President Joe Biden reaffirmed the United States' "ironclad" commitment to the defense of the Philippines in his first bilateral meeting with the country's new leader, as he seeks to bolster the U.S.–Philippine alliance.
Biden on Thursday met with President Ferdinand Marcos Jr. on the sidelines of the United Nations General Assembly in New York. Marcos, the son and namesake of the late Philippine dictator, took office on June 30.
They also discussed expanding bilateral cooperation in energy security, climate action, and infrastructure. Biden commended the Philippines for condemning the Russian invasion of Ukraine.
Marcos expressed his intention to strengthen the U.S.–Philippines alliance, noting that his country valued the United States' role in maintaining peace in the region.
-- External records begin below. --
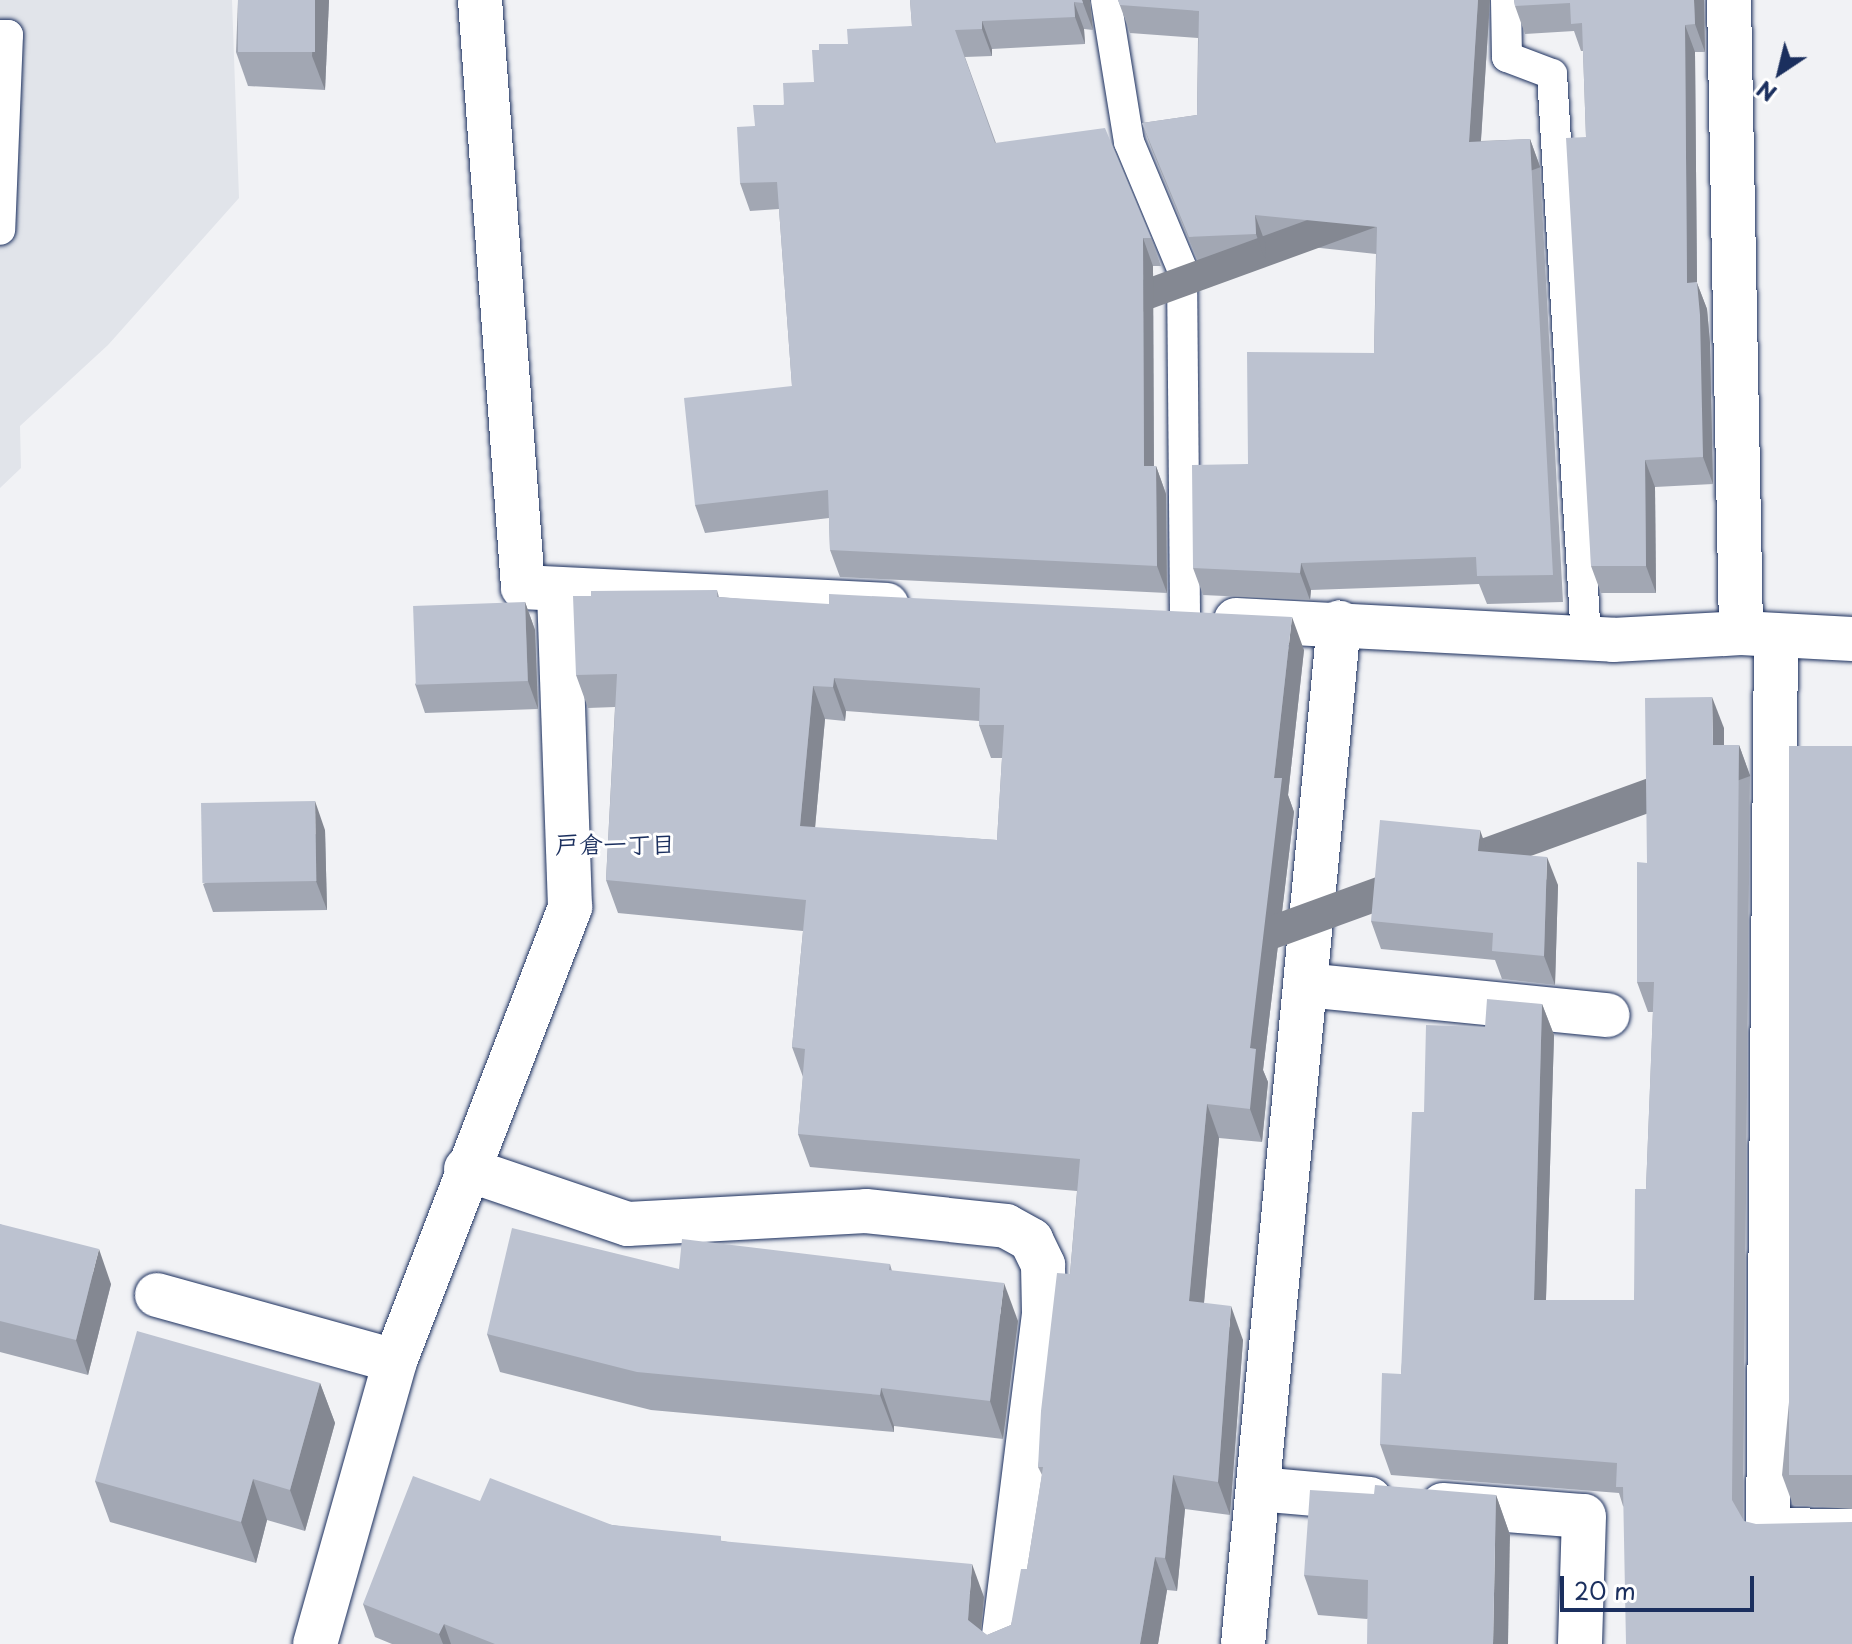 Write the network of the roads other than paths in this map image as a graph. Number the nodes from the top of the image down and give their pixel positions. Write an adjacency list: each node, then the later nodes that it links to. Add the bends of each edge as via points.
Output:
1 (480, 0): 7 (street, via 523,587)
2 (1106, 0): 10 (lane, via 1129,142 1182,269)
3 (1506, 0): 13 (lane, via 1507,57 1552,74)
4 (1729, 0): 12 (street)
5 (0, 35): 6 (lane, via 8,35)
6 (0, 230)
7 (559, 592): 8 (street); 17 (street, via 570,907)
8 (934, 607)
9 (1138, 616): 10 (street)
10 (1185, 618): 11 (street)
11 (1339, 623): 13 (street); 15 (street)
12 (1759, 635): 13 (street); 14 (street); 21 (street, via 1768,1530)
13 (1586, 638)
14 (1852, 639)
15 (1306, 985): 16 (street); 20 (street)
16 (1608, 1015)
17 (466, 1169): 19 (street); 23 (street, via 628,1224 866,1211 1006,1226 1031,1240 1043,1265 1044,1314)
18 (157, 1295): 19 (street)
19 (395, 1361): 22 (street)
20 (1258, 1489): 24 (street); 25 (street, via 1584,1516)
21 (1852, 1531)
22 (315, 1644)
23 (1003, 1644)
24 (1243, 1644)
25 (1580, 1644) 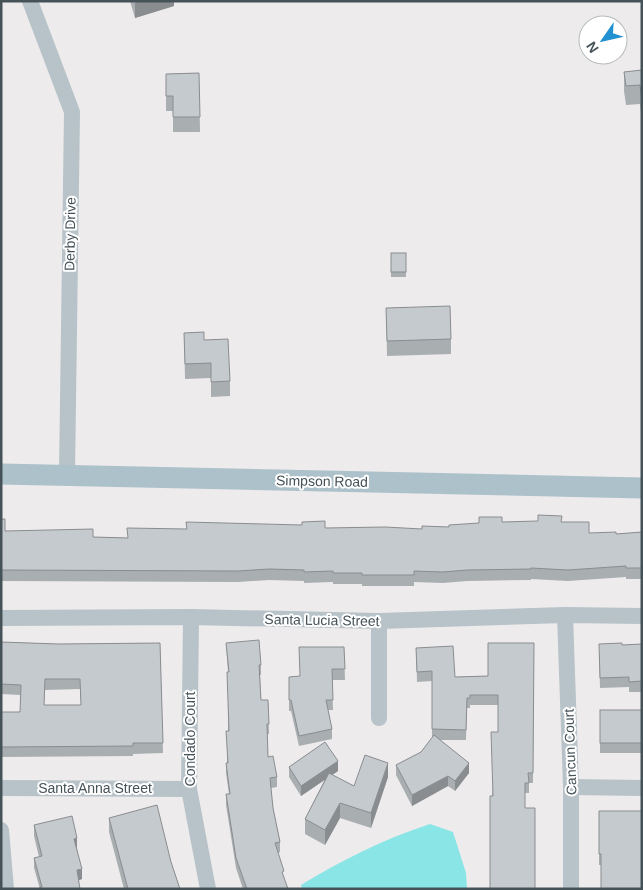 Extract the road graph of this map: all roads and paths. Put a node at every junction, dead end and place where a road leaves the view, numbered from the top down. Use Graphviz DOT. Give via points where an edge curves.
graph roads {
  1 [pos="30,1"];
  2 [pos="1,474"];
  3 [pos="67,474"];
  4 [pos="642,488"];
  5 [pos="565,615"];
  6 [pos="642,616"];
  7 [pos="191,617"];
  8 [pos="1,618"];
  9 [pos="379,621"];
  10 [pos="379,718"];
  11 [pos="571,787"];
  12 [pos="1,788"];
  13 [pos="642,788"];
  14 [pos="188,789"];
  15 [pos="1,830"];
  16 [pos="6,889"];
  17 [pos="208,889"];
  18 [pos="570,889"];
  1 -- 3 [label="street, Derby Drive" via="72,112"];
  2 -- 3 [label="main road, Simpson Road"];
  3 -- 4 [label="main road, Simpson Road"];
  5 -- 6 [label="street, Santa Lucia Street"];
  5 -- 9 [label="street, Santa Lucia Street"];
  5 -- 11 [label="street, Cancun Court"];
  7 -- 8 [label="street, Santa Lucia Street"];
  7 -- 9 [label="street, Santa Lucia Street"];
  7 -- 14 [label="street, Condado Court"];
  9 -- 10 [label="street"];
  11 -- 13 [label="street"];
  11 -- 18 [label="street, Cancun Court"];
  12 -- 14 [label="street, Santa Anna Street"];
  14 -- 17 [label="street, Condado Court"];
  15 -- 16 [label="street"];
} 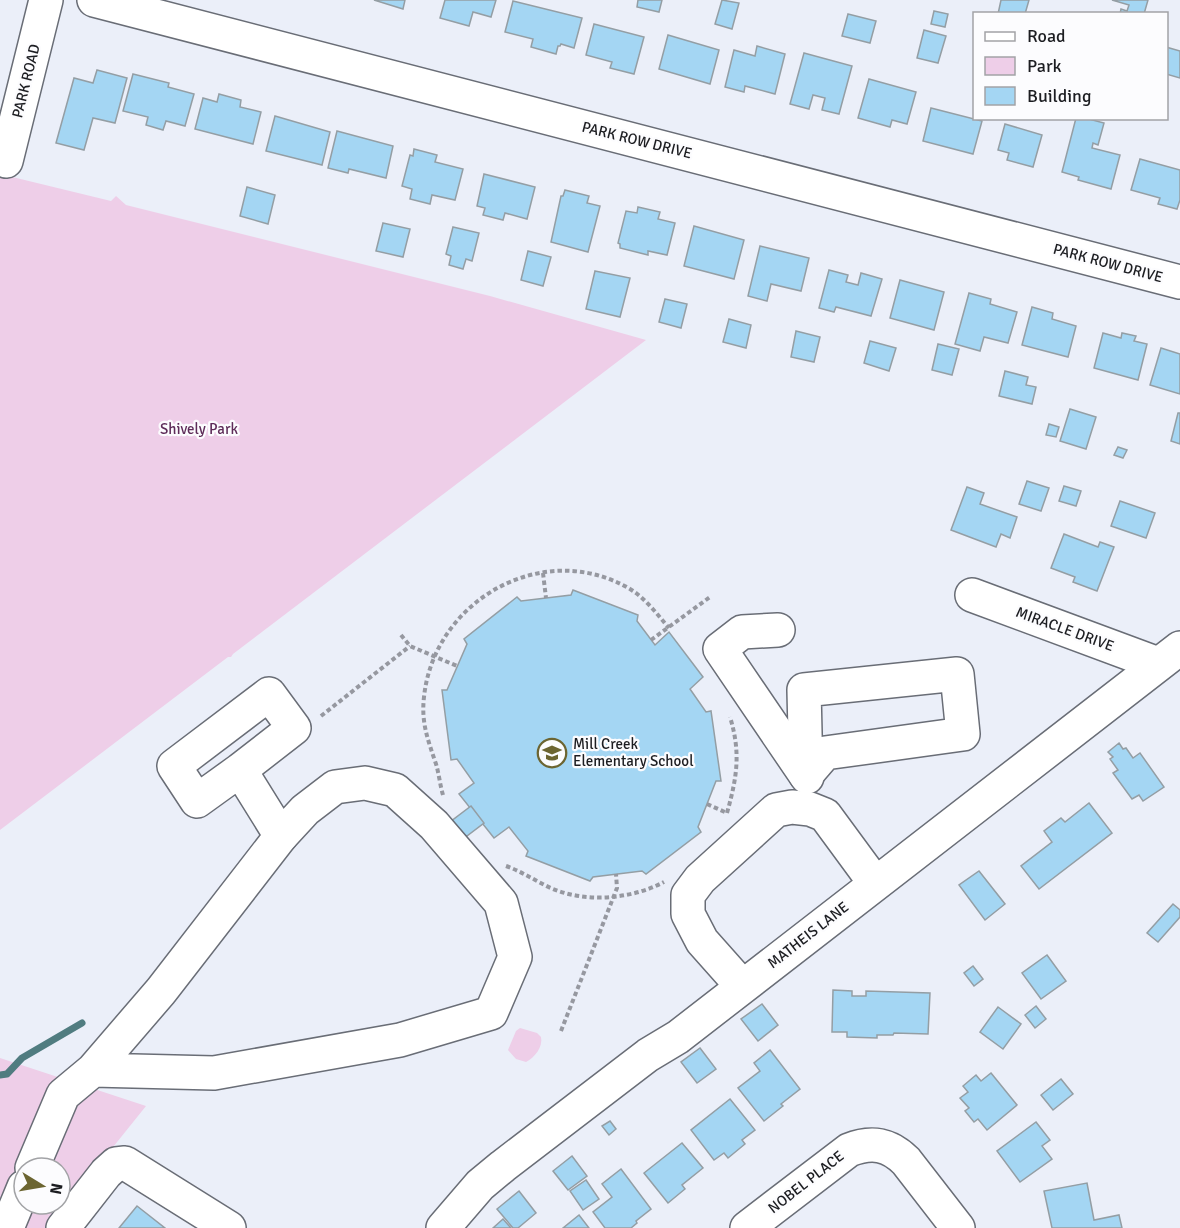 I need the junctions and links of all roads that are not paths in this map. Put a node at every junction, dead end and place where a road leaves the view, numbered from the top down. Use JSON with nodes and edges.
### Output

"The 100-plus-year-old relationship between the Philippines and the U.S. continues to evolve as we face the challenges of this new century and the events that we have been watching over the past few months," Marcos said.
China has increased its influence in the South China Sea through its artificial islands and military buildup. The Chinese communist regime claims the majority of the South China Sea under its so-called “nine-dash line” despite competing claims with other nations.
Philippine Protests Against ChinaMarcos had previously vowed to uphold The Hague's 2016 ruling in favor of the Philippines in the South China Sea dispute, saying that he will not allow China to encroach on "a single square millimeter of our maritime coastal."
Philippine Defense Undersecretary Angelito de Leon said on Sept. 8 that Chinese vessels continue to swarm Philippine waters despite the protests, prompting the national coast guard to bolster maritime domain awareness and patrols.
The Philippines and United States are allies under the 1951 Mutual Defense Treaty, which dictates that the United States and the Philippines will defend each other if either is attacked.
“We stand by our ally, the Philippines, in defending its rights and in opposing the PRC’s provocations and intimidation,” Blinken said, using the acronym for China’s formal name, the People’s Republic of China.